▶ **Task goal**
Please return every line of the records that contains the word "Talavera".

▶ **Data for this task**

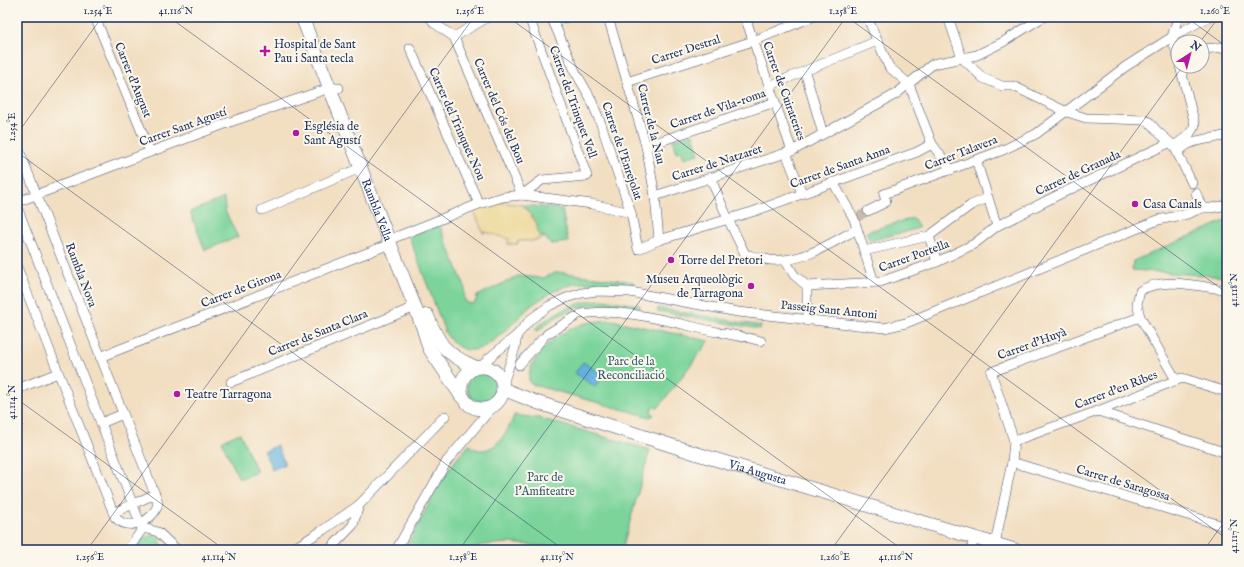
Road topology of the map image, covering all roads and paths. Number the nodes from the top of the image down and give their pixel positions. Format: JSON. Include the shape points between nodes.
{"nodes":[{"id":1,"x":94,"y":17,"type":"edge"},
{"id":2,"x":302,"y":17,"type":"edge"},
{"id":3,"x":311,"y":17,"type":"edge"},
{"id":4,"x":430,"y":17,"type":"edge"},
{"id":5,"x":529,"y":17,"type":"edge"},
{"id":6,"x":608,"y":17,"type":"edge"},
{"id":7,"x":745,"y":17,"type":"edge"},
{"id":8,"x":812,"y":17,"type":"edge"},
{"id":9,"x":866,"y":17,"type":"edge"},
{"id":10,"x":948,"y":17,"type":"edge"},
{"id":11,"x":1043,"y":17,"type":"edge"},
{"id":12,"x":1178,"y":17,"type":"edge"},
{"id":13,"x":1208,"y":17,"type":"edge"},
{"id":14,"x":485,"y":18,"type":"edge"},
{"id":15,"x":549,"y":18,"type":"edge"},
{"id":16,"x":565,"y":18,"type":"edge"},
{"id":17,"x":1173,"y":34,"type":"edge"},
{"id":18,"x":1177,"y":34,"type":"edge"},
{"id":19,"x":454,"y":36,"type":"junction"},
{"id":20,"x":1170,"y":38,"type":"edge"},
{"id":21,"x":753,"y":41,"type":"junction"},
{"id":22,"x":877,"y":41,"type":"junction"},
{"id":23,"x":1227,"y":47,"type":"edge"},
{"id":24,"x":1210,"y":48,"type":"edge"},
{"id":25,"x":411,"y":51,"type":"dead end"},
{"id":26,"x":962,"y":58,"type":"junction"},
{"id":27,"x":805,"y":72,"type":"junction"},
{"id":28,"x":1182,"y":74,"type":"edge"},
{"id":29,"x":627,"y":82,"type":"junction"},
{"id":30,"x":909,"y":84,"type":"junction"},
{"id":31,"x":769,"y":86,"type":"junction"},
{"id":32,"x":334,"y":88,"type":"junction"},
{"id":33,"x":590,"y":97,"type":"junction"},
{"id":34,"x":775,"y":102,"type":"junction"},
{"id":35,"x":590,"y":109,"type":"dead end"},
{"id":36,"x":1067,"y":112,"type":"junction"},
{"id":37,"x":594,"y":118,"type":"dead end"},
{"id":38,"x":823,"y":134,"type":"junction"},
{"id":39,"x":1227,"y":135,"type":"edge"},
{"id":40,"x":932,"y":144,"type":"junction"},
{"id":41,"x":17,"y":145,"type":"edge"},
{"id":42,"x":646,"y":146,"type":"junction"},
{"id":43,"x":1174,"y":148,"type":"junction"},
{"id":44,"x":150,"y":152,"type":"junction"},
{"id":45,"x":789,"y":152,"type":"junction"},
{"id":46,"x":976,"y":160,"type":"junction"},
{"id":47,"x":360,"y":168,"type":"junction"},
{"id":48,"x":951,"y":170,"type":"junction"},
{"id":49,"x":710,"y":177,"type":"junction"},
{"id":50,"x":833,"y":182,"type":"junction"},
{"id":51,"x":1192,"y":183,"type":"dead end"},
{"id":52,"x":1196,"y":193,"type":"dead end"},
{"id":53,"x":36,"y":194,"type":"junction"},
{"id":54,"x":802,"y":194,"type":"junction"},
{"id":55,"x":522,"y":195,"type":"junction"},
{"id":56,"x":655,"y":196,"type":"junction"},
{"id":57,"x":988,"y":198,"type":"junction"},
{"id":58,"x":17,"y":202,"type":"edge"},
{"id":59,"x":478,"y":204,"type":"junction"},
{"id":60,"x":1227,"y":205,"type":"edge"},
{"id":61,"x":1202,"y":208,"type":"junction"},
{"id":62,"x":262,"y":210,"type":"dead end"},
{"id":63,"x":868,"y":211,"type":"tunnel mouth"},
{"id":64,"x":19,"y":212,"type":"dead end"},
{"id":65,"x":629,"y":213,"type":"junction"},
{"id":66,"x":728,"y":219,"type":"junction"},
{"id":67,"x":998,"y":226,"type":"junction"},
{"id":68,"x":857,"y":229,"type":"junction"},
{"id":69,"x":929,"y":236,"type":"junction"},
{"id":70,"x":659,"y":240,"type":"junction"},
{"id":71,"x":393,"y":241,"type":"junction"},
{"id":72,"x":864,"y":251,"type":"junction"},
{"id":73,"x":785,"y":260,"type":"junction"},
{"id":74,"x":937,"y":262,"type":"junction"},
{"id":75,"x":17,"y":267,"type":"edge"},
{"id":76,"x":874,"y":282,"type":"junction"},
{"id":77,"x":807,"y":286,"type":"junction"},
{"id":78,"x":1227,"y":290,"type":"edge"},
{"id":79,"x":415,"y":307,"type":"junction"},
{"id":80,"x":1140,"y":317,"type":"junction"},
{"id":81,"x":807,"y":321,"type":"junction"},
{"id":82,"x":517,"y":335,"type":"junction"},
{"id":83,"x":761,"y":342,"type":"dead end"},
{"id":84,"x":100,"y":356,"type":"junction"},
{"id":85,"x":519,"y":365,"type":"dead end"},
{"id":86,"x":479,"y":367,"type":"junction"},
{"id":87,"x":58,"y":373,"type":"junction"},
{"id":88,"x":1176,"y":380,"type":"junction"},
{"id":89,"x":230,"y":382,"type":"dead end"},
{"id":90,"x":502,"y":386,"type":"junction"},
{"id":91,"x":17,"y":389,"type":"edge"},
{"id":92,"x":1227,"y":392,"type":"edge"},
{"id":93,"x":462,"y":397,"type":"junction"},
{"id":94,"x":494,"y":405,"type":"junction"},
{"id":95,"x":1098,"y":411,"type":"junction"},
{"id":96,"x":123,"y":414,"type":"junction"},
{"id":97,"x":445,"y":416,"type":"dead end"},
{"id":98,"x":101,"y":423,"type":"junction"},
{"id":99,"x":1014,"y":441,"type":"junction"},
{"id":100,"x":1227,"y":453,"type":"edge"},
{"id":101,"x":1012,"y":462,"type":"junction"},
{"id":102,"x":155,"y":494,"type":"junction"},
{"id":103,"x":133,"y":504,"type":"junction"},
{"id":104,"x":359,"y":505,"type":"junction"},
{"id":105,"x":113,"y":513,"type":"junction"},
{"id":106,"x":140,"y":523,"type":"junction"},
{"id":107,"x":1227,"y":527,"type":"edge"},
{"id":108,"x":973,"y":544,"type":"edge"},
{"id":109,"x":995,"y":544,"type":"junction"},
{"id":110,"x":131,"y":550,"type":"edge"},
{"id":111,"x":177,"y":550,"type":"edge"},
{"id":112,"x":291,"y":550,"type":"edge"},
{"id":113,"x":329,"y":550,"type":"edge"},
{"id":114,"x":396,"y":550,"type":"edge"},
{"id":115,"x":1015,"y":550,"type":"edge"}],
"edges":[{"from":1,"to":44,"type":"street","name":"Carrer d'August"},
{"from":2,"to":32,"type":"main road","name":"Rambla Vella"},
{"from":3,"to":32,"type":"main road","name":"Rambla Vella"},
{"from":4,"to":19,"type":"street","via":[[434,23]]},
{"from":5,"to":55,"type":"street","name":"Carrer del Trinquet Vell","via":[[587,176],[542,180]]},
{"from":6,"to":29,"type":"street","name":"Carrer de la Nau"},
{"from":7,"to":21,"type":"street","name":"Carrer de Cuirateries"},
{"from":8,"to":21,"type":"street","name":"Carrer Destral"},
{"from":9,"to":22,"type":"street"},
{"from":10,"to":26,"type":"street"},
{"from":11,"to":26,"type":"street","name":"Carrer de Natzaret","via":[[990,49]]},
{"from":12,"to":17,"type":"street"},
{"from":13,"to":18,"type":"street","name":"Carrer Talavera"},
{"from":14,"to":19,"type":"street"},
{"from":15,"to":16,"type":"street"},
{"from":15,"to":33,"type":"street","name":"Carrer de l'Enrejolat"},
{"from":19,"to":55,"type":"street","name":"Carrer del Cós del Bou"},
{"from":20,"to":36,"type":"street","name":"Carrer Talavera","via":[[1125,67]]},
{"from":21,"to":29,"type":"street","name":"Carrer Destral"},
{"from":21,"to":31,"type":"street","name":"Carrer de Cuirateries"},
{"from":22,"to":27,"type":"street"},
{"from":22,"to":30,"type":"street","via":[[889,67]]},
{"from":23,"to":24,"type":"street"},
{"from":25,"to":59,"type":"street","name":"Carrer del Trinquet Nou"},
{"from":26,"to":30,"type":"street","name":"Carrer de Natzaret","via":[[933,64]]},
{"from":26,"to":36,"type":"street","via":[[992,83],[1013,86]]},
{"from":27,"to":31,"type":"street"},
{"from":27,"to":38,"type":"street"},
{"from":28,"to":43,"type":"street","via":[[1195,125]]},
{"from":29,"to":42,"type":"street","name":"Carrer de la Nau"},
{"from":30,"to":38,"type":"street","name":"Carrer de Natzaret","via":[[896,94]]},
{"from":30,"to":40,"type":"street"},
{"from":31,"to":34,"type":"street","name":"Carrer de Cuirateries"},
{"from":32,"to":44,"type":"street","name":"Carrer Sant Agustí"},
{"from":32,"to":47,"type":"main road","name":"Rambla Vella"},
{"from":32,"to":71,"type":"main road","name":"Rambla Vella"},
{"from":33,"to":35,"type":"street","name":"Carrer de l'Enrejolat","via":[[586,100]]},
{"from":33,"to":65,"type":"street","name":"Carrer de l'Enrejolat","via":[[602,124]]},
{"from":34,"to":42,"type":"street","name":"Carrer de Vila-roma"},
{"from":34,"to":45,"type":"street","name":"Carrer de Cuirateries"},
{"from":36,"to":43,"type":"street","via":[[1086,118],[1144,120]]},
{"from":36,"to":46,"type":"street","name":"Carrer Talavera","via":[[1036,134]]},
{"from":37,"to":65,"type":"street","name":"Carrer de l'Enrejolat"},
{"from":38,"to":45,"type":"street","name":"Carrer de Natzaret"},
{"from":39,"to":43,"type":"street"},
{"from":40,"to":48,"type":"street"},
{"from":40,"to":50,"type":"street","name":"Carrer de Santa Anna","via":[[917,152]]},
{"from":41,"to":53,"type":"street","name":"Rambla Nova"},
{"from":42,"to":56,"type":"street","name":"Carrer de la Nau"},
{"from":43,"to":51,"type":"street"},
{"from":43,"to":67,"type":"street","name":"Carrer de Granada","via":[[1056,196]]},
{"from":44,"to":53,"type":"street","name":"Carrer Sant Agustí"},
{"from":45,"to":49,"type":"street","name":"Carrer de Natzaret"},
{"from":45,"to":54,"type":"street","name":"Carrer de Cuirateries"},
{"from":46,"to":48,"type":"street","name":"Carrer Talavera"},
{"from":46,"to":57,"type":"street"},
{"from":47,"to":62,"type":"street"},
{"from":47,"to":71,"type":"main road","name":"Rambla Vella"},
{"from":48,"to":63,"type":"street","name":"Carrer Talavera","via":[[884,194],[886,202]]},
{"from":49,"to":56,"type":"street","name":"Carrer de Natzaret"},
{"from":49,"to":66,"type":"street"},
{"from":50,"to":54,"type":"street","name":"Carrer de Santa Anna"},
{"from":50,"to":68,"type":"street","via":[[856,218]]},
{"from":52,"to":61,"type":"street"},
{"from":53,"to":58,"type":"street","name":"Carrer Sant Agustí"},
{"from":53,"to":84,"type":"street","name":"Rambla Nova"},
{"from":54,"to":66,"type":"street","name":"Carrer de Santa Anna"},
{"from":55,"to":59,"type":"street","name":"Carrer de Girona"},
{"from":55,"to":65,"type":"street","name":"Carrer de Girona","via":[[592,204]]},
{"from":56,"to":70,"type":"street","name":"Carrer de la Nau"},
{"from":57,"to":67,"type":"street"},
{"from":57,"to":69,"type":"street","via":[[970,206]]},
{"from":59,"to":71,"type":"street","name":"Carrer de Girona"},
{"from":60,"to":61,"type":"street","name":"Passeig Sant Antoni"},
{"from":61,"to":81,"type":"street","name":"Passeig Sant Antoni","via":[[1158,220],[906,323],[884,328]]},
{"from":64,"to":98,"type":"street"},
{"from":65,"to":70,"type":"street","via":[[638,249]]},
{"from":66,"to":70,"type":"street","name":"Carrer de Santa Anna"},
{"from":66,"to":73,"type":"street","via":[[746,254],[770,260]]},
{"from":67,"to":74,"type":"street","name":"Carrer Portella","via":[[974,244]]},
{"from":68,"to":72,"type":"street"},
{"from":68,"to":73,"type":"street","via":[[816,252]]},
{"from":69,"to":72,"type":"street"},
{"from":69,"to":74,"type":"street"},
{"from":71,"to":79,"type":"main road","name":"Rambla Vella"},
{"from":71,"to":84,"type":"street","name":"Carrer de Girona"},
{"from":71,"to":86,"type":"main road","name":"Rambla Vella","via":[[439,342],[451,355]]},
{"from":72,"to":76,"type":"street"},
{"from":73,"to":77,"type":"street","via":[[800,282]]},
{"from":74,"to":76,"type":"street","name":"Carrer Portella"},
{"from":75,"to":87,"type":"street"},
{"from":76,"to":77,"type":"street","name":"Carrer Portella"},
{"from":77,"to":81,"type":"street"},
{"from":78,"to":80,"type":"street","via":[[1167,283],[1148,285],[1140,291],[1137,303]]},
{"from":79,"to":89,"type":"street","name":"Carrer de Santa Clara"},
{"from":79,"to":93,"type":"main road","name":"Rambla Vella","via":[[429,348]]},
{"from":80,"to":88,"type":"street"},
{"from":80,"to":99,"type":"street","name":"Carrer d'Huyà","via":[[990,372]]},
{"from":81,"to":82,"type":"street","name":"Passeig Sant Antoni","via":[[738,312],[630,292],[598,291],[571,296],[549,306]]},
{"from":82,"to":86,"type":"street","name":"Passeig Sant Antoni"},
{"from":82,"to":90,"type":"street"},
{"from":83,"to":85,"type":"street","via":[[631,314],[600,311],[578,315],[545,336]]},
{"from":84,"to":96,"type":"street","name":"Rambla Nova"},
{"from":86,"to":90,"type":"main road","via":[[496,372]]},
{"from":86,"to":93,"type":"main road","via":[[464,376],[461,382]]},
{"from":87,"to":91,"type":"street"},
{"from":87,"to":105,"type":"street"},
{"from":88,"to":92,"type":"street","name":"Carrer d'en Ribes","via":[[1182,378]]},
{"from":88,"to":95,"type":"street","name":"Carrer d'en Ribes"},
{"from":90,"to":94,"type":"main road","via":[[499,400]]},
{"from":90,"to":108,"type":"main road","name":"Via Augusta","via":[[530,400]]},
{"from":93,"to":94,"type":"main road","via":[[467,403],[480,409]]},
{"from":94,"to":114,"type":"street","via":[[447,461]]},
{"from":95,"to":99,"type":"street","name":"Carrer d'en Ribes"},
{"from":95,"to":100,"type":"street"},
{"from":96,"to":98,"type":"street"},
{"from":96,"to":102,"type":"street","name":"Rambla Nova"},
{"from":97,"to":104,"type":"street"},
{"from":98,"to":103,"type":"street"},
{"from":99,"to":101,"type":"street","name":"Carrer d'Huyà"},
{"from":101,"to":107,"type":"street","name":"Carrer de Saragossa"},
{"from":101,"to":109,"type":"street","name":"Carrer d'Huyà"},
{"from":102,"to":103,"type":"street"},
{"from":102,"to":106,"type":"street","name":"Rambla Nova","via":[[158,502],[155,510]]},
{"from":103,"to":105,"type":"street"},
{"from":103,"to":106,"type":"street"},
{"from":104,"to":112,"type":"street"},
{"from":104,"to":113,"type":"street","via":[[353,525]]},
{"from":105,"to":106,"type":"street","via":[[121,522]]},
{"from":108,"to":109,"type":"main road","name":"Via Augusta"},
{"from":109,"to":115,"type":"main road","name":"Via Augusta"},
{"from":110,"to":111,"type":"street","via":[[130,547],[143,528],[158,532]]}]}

* * *

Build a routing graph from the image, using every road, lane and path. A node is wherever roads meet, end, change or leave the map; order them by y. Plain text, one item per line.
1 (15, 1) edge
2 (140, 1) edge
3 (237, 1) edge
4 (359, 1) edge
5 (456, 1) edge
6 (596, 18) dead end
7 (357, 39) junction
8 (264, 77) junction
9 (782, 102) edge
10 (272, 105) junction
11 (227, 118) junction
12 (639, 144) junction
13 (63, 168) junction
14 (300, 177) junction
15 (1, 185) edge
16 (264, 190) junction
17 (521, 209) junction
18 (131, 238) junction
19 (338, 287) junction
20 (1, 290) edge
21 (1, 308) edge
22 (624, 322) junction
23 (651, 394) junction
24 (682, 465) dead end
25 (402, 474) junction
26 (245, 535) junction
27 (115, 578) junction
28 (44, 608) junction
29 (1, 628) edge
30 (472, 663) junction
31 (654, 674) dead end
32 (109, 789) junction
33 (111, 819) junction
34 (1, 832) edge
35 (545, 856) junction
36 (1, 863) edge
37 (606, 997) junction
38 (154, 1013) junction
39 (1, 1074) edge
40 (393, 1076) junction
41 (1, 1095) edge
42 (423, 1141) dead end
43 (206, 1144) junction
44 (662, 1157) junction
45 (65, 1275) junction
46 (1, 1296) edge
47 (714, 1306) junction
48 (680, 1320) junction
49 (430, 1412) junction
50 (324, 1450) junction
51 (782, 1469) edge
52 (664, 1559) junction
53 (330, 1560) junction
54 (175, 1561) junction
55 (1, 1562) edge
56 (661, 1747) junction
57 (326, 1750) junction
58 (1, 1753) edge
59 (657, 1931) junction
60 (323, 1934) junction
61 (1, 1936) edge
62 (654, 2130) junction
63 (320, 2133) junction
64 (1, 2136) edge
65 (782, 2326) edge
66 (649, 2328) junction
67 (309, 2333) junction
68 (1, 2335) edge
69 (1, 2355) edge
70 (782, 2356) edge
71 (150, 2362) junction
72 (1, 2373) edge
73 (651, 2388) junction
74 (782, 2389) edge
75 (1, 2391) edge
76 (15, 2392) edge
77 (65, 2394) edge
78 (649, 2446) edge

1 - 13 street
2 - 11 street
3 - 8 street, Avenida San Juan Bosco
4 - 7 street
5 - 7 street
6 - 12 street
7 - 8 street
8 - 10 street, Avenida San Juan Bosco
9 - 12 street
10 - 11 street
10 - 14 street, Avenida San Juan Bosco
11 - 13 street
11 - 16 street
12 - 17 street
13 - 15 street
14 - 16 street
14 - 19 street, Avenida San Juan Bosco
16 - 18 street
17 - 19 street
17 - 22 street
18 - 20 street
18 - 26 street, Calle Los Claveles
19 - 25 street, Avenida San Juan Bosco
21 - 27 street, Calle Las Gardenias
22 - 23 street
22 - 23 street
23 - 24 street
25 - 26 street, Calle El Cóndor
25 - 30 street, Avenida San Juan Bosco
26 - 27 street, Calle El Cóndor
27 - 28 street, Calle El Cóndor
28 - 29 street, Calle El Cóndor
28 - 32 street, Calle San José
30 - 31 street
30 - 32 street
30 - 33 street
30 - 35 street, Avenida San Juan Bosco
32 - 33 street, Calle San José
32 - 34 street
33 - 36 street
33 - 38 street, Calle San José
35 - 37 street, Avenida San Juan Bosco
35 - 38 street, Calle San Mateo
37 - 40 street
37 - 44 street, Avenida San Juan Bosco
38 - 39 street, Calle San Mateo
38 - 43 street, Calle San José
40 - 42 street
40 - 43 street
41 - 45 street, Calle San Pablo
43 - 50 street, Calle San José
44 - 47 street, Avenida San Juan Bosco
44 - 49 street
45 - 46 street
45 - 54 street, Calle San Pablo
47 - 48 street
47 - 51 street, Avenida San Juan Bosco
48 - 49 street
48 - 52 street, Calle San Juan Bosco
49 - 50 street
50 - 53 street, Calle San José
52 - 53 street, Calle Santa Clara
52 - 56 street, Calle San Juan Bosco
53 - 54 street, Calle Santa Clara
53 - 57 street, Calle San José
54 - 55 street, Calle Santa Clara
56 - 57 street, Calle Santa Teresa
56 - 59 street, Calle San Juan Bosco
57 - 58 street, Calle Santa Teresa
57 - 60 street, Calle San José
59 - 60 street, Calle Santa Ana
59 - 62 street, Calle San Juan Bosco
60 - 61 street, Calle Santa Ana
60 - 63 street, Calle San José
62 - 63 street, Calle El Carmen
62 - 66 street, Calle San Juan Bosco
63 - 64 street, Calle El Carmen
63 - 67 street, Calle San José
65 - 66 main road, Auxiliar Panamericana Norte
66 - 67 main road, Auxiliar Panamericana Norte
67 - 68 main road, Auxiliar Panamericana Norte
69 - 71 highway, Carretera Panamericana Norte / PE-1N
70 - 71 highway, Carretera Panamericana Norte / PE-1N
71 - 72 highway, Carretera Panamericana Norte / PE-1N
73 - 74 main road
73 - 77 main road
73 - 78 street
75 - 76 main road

---

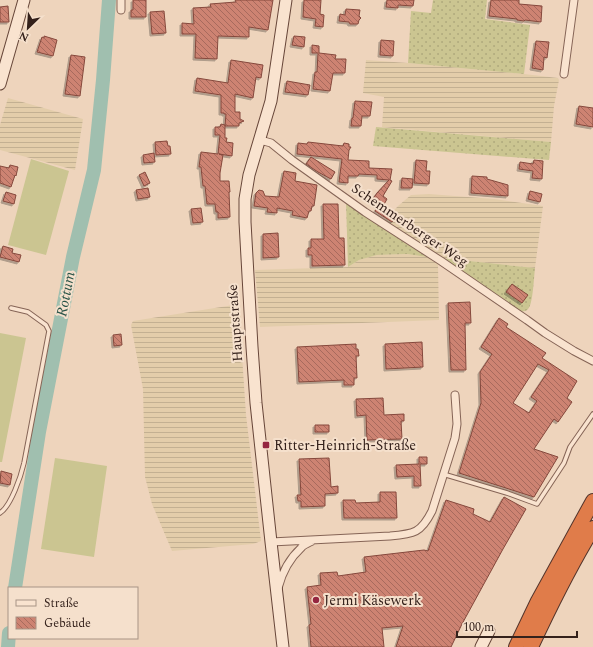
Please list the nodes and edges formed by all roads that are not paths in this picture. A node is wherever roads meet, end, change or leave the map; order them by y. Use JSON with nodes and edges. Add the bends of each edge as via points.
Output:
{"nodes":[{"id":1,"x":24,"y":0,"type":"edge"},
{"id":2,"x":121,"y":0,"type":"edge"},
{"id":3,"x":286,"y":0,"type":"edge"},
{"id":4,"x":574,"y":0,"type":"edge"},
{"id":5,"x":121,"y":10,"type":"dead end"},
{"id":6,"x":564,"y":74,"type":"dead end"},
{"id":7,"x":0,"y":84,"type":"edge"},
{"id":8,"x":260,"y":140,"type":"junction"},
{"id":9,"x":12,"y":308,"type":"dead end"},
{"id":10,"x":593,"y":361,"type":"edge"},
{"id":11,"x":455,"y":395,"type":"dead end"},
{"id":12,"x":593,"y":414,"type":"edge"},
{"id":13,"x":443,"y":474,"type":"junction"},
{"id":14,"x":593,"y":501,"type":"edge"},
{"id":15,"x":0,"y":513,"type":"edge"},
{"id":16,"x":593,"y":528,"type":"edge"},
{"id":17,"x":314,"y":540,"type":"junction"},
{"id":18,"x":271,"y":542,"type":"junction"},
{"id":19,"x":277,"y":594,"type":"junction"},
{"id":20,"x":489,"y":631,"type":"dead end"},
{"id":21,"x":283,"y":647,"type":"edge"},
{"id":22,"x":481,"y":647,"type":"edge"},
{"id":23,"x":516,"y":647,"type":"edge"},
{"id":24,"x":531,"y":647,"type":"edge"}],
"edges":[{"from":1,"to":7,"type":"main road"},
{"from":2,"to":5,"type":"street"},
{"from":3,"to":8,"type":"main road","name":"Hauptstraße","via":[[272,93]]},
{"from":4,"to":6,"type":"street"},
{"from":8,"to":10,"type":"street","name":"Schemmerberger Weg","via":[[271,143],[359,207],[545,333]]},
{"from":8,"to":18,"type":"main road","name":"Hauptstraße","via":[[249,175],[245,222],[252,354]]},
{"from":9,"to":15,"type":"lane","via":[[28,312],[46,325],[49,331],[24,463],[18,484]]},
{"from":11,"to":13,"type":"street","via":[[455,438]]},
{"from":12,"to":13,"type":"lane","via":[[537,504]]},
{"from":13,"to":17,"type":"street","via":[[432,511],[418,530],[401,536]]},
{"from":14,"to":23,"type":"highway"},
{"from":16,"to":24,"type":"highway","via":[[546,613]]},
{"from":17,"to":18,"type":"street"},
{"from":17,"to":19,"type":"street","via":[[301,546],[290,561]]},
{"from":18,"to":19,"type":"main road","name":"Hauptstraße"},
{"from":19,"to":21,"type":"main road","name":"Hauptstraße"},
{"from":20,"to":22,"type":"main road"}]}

▶ **Exercise output**
{"from":13,"to":18,"type":"street","name":"Carrer Talavera"},
{"from":20,"to":36,"type":"street","name":"Carrer Talavera","via":[[1125,67]]},
{"from":36,"to":46,"type":"street","name":"Carrer Talavera","via":[[1036,134]]},
{"from":46,"to":48,"type":"street","name":"Carrer Talavera"},
{"from":48,"to":63,"type":"street","name":"Carrer Talavera","via":[[884,194],[886,202]]},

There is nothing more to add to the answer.